Since taking office, Obama has moved to reverse a number of controversial policies that have antagonized Muslims.

He has vowed to close the US "war on terror" prison at Guantanamo and banned the harsh interrogations techniques that the CIA had used on "high value" prisoners.

But there has been no let up on US missile attacks on suspected Al-Qaeda hideouts in the Pakistani tribal areas that border Afghanistan.

The Washington Post reported on Monday that about half of top 20 US-designated Al-Qaeda or extremist targets have been eliminated in missile attacks launched by drones since last fall.

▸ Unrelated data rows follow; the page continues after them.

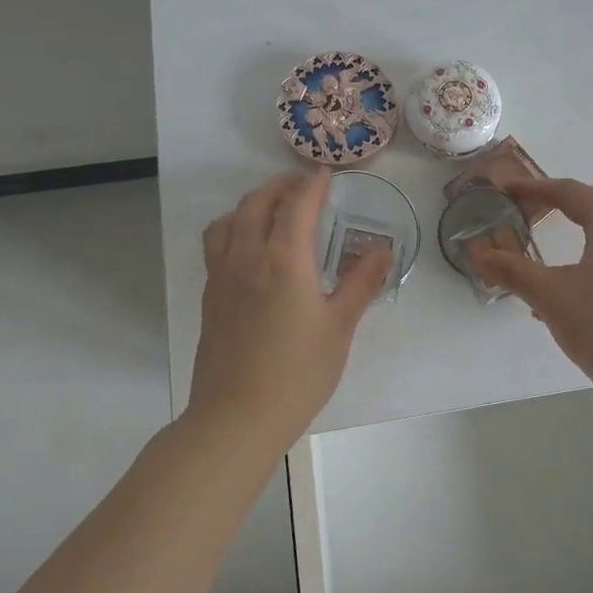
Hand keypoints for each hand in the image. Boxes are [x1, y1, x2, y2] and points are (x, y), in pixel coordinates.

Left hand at [188, 169, 391, 439]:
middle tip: (303, 188)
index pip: (297, 205)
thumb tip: (383, 251)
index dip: (312, 184)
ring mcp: (222, 276)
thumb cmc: (297, 373)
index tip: (326, 174)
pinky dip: (232, 228)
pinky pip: (216, 244)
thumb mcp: (339, 328)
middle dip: (280, 186)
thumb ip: (361, 284)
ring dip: (251, 204)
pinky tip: (248, 249)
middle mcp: (248, 257)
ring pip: (229, 220)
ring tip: (271, 210)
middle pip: (257, 203)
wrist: (236, 417)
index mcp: (285, 260)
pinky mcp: (209, 297)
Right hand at [474, 178, 592, 391]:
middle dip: (557, 203)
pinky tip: (563, 285)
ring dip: (574, 228)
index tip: (505, 190)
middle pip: (592, 203)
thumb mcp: (550, 295)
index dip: (534, 189)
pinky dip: (587, 253)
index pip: (569, 192)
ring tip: (544, 239)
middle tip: (524, 209)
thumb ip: (513, 271)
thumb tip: (478, 254)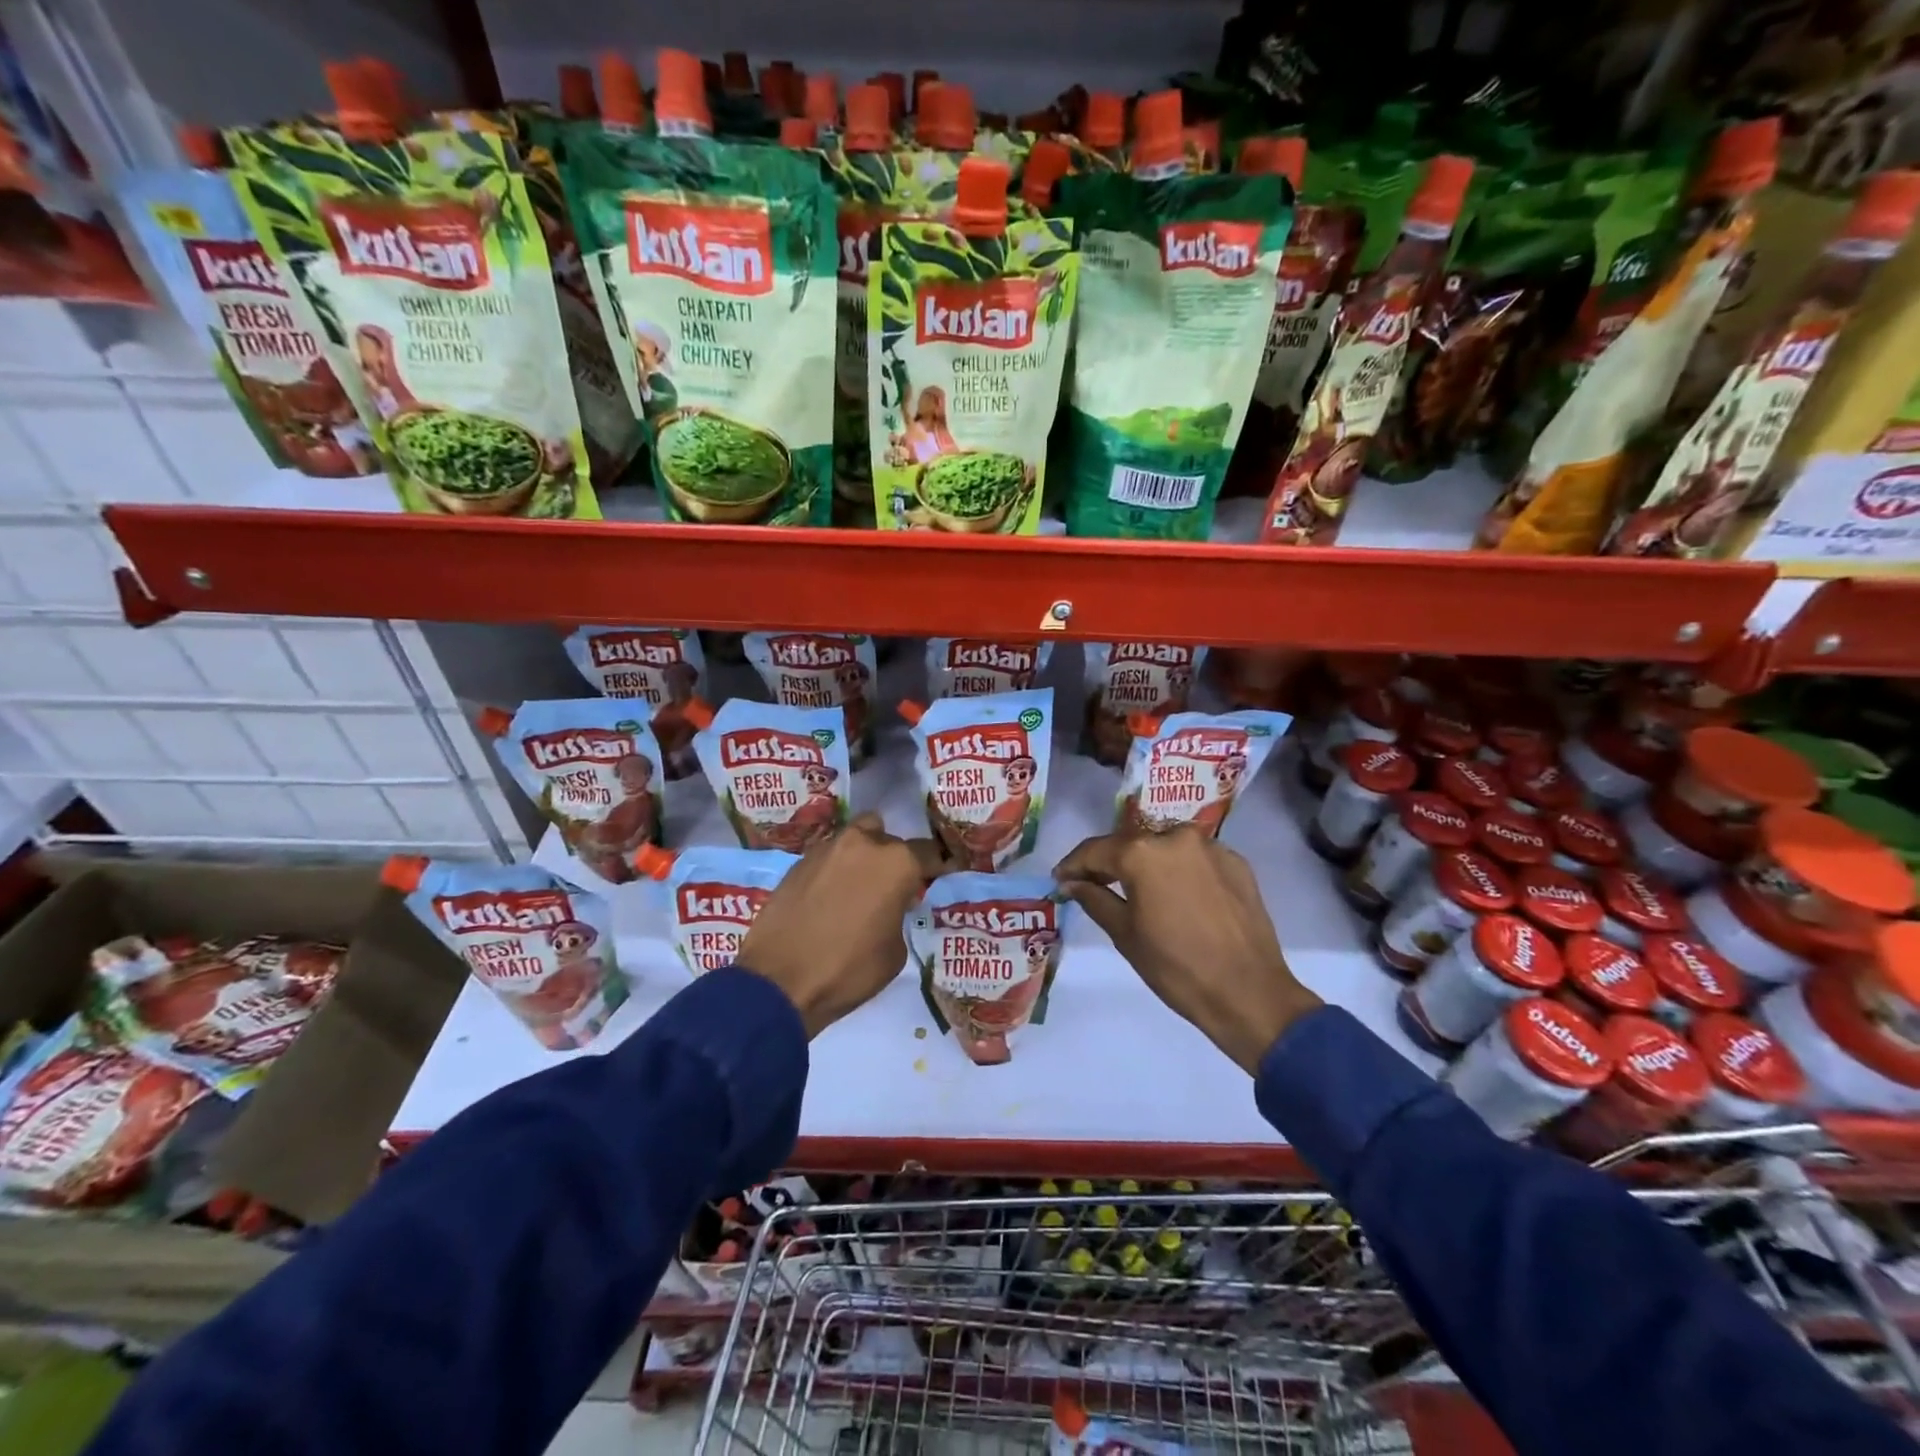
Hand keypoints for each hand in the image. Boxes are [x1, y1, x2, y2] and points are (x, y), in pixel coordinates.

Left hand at [739, 813, 946, 1038]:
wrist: (779, 982)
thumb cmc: (848, 969)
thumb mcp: (894, 951)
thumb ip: (898, 914)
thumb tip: (888, 906)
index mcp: (896, 862)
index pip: (928, 852)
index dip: (935, 866)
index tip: (937, 876)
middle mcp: (862, 843)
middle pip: (888, 838)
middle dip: (892, 859)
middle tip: (890, 887)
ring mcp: (826, 849)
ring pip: (855, 840)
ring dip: (861, 858)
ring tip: (858, 888)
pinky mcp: (797, 862)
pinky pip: (828, 857)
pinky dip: (835, 870)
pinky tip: (829, 898)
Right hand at [1054, 827, 1320, 1073]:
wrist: (1249, 994)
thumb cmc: (1176, 968)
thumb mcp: (1125, 935)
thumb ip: (1094, 899)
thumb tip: (1071, 882)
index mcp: (1143, 853)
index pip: (1096, 849)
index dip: (1074, 864)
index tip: (1061, 879)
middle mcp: (1176, 837)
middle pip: (1132, 843)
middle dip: (1111, 862)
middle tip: (1095, 884)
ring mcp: (1211, 847)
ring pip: (1166, 846)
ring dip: (1148, 862)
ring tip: (1139, 890)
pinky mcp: (1237, 862)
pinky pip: (1196, 858)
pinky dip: (1180, 870)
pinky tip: (1177, 897)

The report said the Obama administration has maintained a pace of four or five such attacks a month, which have fueled anti-American sentiment in Pakistan but also kept Al-Qaeda on edge.

"They've suffered some serious losses and seem to be feeling a heightened sense of anxiety -- and that's not a bad thing at all," a senior US counter-terrorism official was quoted as saying.